Using pre allocated CUDA buffers when calling module forward

When the loaded PyTorch Module returns a “Tensor” it works great. Here is the code:

> // allocate your cuda buffer
> cudaMalloc(cuda_output_ptr,....)
> // make it a proper Torch Tensor
> at::Tensor predTensor = torch::from_blob((void*)cuda_output_ptr, c10::IntArrayRef(myTensorShape), tensor_options);                
> // call module foreward and use std::move() for the result variable
> std::move(predTensor) = mModule.forward(std::move(inputs)).toTensor();

But, that does not work for me when the Module outputs a List[Tensor] or TensorList
did anyone had success with that?
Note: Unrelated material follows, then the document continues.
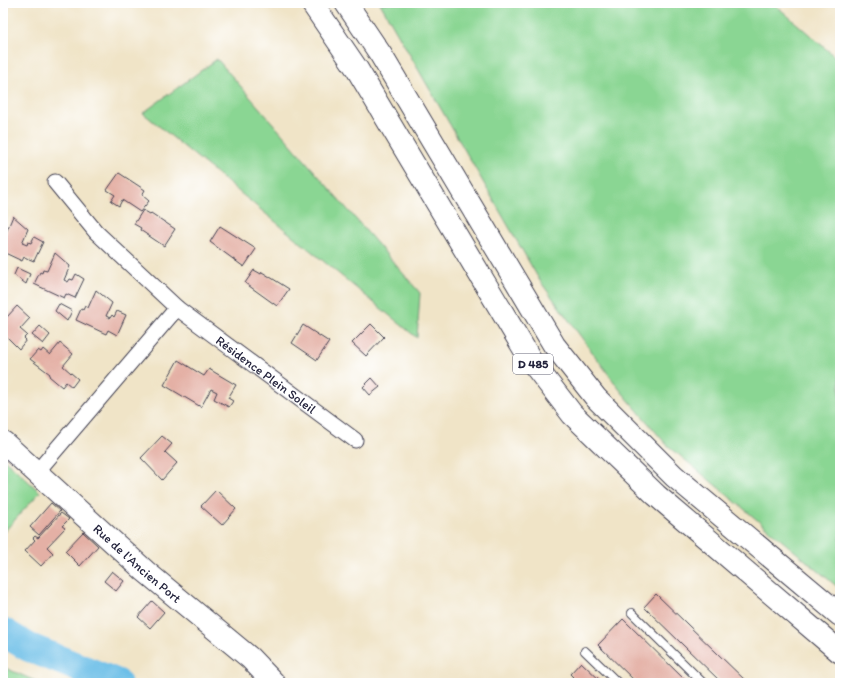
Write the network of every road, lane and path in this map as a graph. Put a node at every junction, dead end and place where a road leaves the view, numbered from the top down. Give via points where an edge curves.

Here is my code:

> c10::List<at::Tensor> predTensorList;
> // add cuda allocated output buffers...
> for (int i=0; i<xxx; ++i) {
>     at::Tensor predTensor = torch::from_blob((void*)output_ptr, 
>     c10::IntArrayRef(pytorchTensorShapeRefPtr), tensor_options);
>     predTensorList.push_back(std::move(predTensor));
> }
> std::move(predTensorList) = mModule.forward(std::move(inputs)).toTensorList();

The result is that the output cuda buffers stay empty or with their previous values.